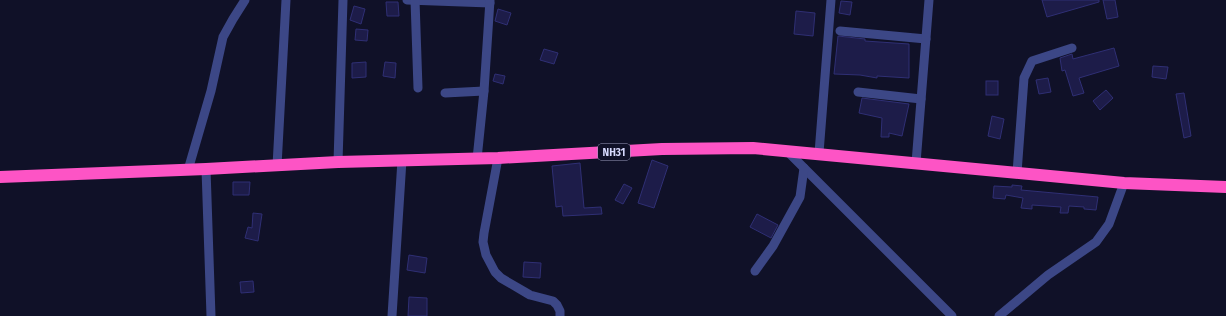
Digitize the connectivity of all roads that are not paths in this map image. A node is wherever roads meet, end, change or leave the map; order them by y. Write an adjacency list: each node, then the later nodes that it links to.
1 (245, 0): 27 (street)
2 (286, 0): 24 (street)
3 (343, 0): 22 (street)
4 (407, 0): 5 (street)
5 (415, 0): 8 (street); 12 (street)
6 (831, 0): 18 (street)
7 (929, 0): 10 (street)
8 (490, 1): 13 (street)
9 (840, 31): 10 (street)
10 (926, 39): 16 (street)
11 (1072, 48): 28 (street)
12 (418, 88)
13 (484, 91): 15 (street); 20 (street)
14 (858, 92): 16 (street)
15 (445, 93)
16 (921, 99): 23 (street)
17 (787, 151): 18 (highway, NH31); 19 (highway, NH31); 25 (street)
18 (819, 153): 23 (highway, NH31)
19 (498, 158): 20 (highway, NH31); 35 (street)
20 (477, 159): 21 (highway, NH31)
21 (402, 160): 22 (highway, NH31); 34 (street)
22 (338, 162): 24 (highway, NH31)
23 (916, 163): 28 (highway, NH31)
24 (277, 166): 26 (highway, NH31)
25 (804, 168): 32 (street); 36 (street)
26 (206, 169): 27 (highway, NH31); 33 (street)
27 (188, 170): 29 (highway, NH31)
28 (1017, 173): 30 (highway, NH31)
29 (0, 177)
30 (1124, 183): 31 (highway, NH31); 37 (street)
31 (1226, 187)
32 (755, 271)
33 (211, 316)
34 (392, 316)
35 (560, 316)
36 (952, 316)
37 (999, 316)

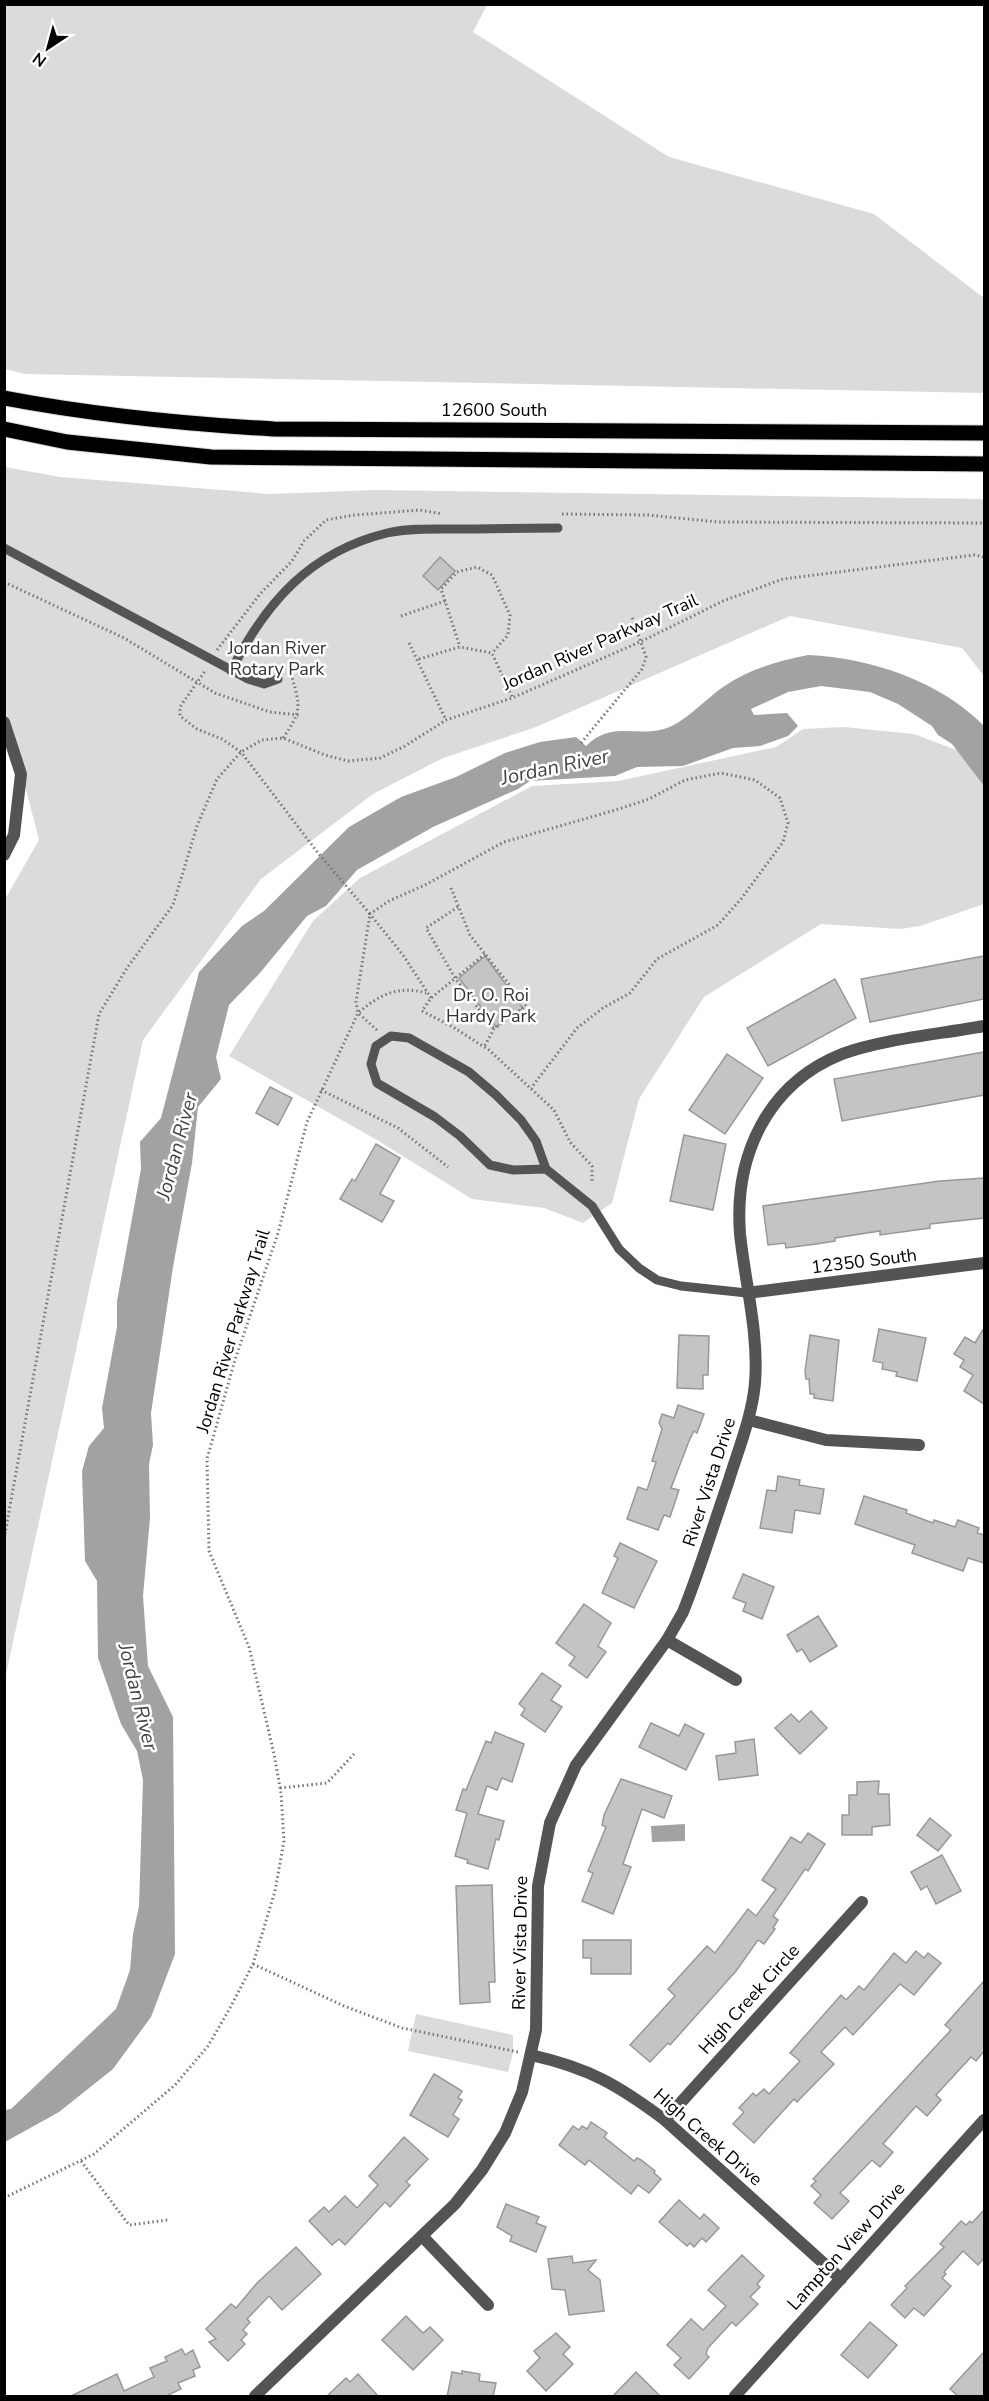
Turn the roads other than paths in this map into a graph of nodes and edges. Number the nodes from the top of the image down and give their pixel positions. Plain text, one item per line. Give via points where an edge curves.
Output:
1 (4, 398) edge
2 (4, 429) edge
3 (984, 433) edge
4 (984, 464) edge
5 (558, 528) dead end
6 (4, 548) edge
7 (231, 671) junction
8 (278, 679) dead end
9 (4, 722) edge
10 (4, 855) edge
11 (984, 1026) edge
12 (546, 1169) junction
13 (984, 1263) edge
14 (747, 1293) junction
15 (749, 1420) junction
16 (919, 1445) dead end
17 (667, 1640) junction
18 (736, 1680) dead end
19 (862, 1902) dead end
20 (531, 2055) junction
21 (665, 2120) junction
22 (984, 2120) edge
23 (422, 2236) junction
24 (841, 2279) junction
25 (488, 2305) dead end
26 (255, 2397) edge
27 (735, 2397) edge

1 - 3 main road, 12600 South via 178,424 274,429
2 - 4 main road via 67,442 212,458
5 - 7 lane via 388,532 346,547 319,561 277,598
6 - 7 lane
7 - 8 lane via 264,684
9 - 10 street via 21,774 14,835
11 - 14 street, River Vista Drive via 844,1054 812,1070 784,1093 757,1131 741,1177 740,1232
12 - 12 lane via 513,1170 490,1165 460,1136 377,1083 372,1054 391,1036 409,1038 469,1072 520,1119 536,1141
12 - 14 lane via 582,1196 619,1250 657,1280 715,1292
13 - 14 street, 12350 South
14 - 15 street, River Vista Drive via 755,1360
15 - 16 street via 826,1440
15 - 17 street, River Vista Drive via 695,1582
17 - 18 street
17 - 20 street, River Vista Drive via 582,1756 550,1823 538,1886 538,2005
19 - 21 street, High Creek Circle
20 - 21 street, High Creek Drive via 588,2070
20 - 23 street, River Vista Drive via 514,2113 494,2152 455,2204
21 - 24 street, High Creek Drive
22 - 24 street, Lampton View Drive
23 - 25 street
23 - 26 street, River Vista Drive
24 - 27 street, Lampton View Drive

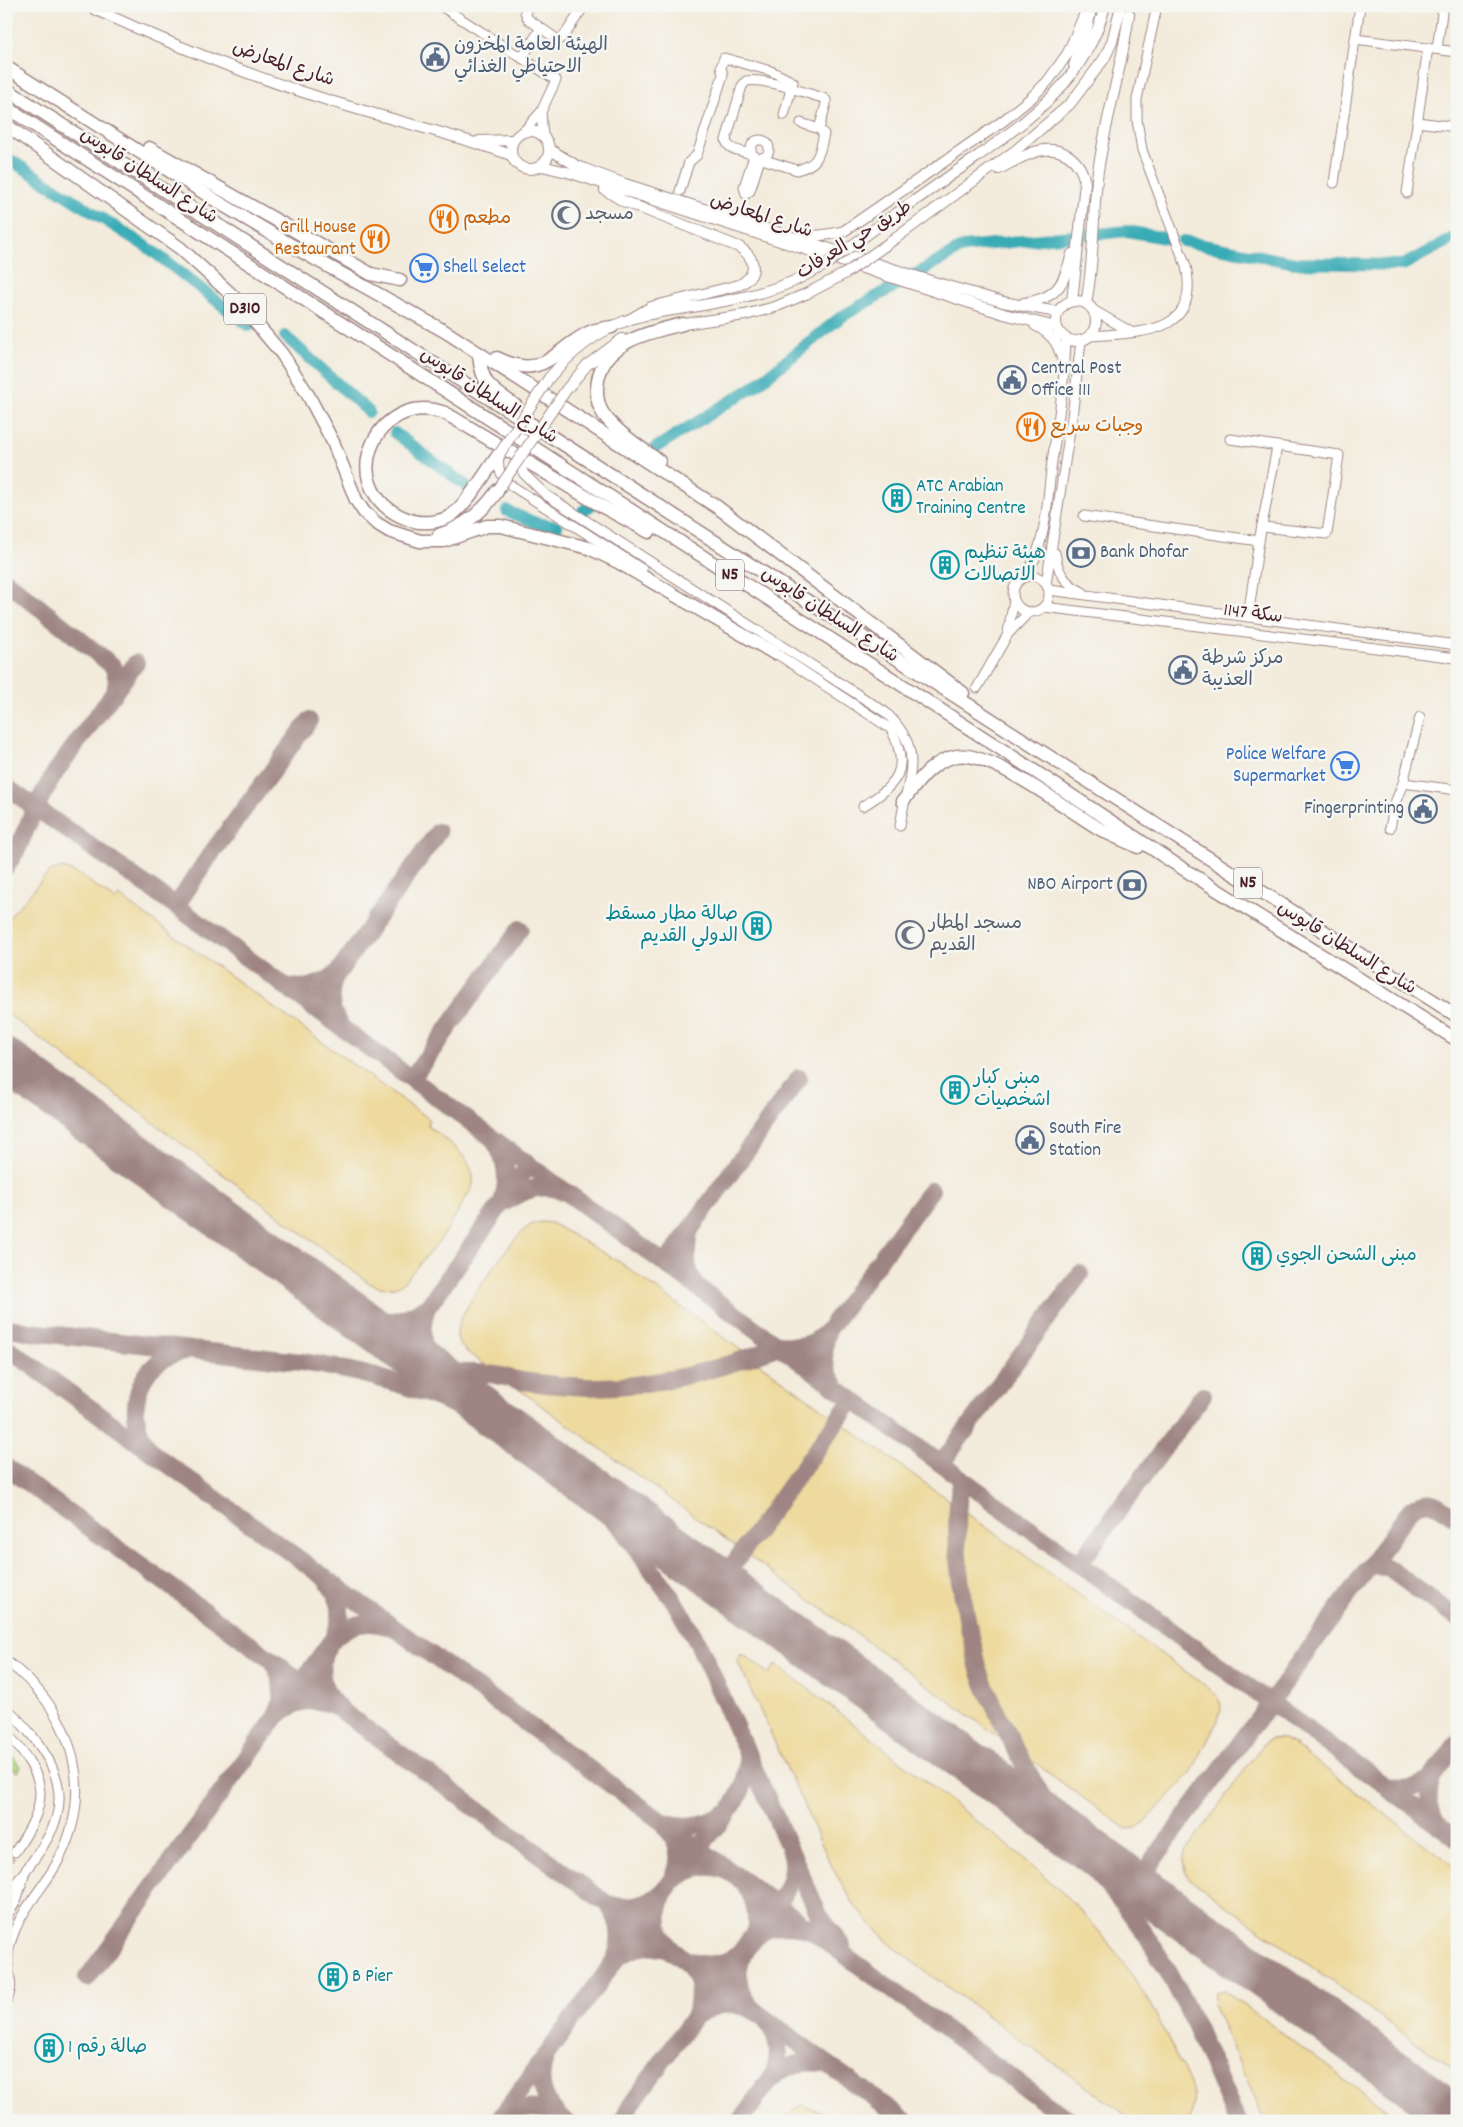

=-=-=

Work request: All of the listing is to be written out exactly, with the pictures left out.

Answer box:
Digitize the connectivity of all roads that are not paths in this map image. A node is wherever roads meet, end, change or leave the map; order them by y. Write an adjacency list: each node, then the later nodes that it links to.
1 (245, 0): 27 (street)
2 (286, 0): 24 (street)
3 (343, 0): 22 (street)
4 (407, 0): 5 (street)
5 (415, 0): 8 (street); 12 (street)
6 (831, 0): 18 (street)
7 (929, 0): 10 (street)
8 (490, 1): 13 (street)
9 (840, 31): 10 (street)
10 (926, 39): 16 (street)
11 (1072, 48): 28 (street)
12 (418, 88)
13 (484, 91): 15 (street); 20 (street)
14 (858, 92): 16 (street)
15 (445, 93)
16 (921, 99): 23 (street)
17 (787, 151): 18 (highway, NH31); 19 (highway, NH31); 25 (street)
18 (819, 153): 23 (highway, NH31)
19 (498, 158): 20 (highway, NH31); 35 (street)
20 (477, 159): 21 (highway, NH31)
21 (402, 160): 22 (highway, NH31); 34 (street)
22 (338, 162): 24 (highway, NH31)
23 (916, 163): 28 (highway, NH31)
24 (277, 166): 26 (highway, NH31)
25 (804, 168): 32 (street); 36 (street)
26 (206, 169): 27 (highway, NH31); 33 (street)
27 (188, 170): 29 (highway, NH31)
28 (1017, 173): 30 (highway, NH31)
29 (0, 177)
30 (1124, 183): 31 (highway, NH31); 37 (street)
31 (1226, 187)
32 (755, 271)
33 (211, 316)
34 (392, 316)
35 (560, 316)
36 (952, 316)
37 (999, 316)

Turn the roads other than paths in this map into a graph of nodes and edges. Number the nodes from the top of the image down and give their pixel positions. Plain text, one item per line. Give via points where an edge curves.
Output:
1 (4, 398) edge
2 (4, 429) edge
3 (984, 433) edge
4 (984, 464) edge
5 (558, 528) dead end
6 (4, 548) edge
7 (231, 671) junction
8 (278, 679) dead end
9 (4, 722) edge
10 (4, 855) edge
11 (984, 1026) edge
12 (546, 1169) junction
13 (984, 1263) edge
14 (747, 1293) junction
15 (749, 1420) junction
16 (919, 1445) dead end
17 (667, 1640) junction
18 (736, 1680) dead end
19 (862, 1902) dead end
20 (531, 2055) junction
21 (665, 2120) junction
22 (984, 2120) edge
23 (422, 2236) junction
24 (841, 2279) junction
25 (488, 2305) dead end
26 (255, 2397) edge
27 (735, 2397) edge

1 - 3 main road, 12600 South via 178,424 274,429
2 - 4 main road via 67,442 212,458
5 - 7 lane via 388,532 346,547 319,561 277,598
6 - 7 lane
7 - 8 lane via 264,684
9 - 10 street via 21,774 14,835
11 - 14 street, River Vista Drive via 844,1054 812,1070 784,1093 757,1131 741,1177 740,1232
12 - 12 lane via 513,1170 490,1165 460,1136 377,1083 372,1054 391,1036 409,1038 469,1072 520,1119 536,1141
12 - 14 lane via 582,1196 619,1250 657,1280 715,1292
13 - 14 street, 12350 South
14 - 15 street, River Vista Drive via 755,1360
15 - 16 street via 826,1440
15 - 17 street, River Vista Drive via 695,1582
17 - 18 street
17 - 20 street, River Vista Drive via 582,1756 550,1823 538,1886 538,2005
19 - 21 street, High Creek Circle
20 - 21 street, High Creek Drive via 588,2070
20 - 23 street, River Vista Drive via 514,2113 494,2152 455,2204
21 - 24 street, High Creek Drive
22 - 24 street, Lampton View Drive
23 - 25 street
23 - 26 street, River Vista Drive
24 - 27 street, Lampton View Drive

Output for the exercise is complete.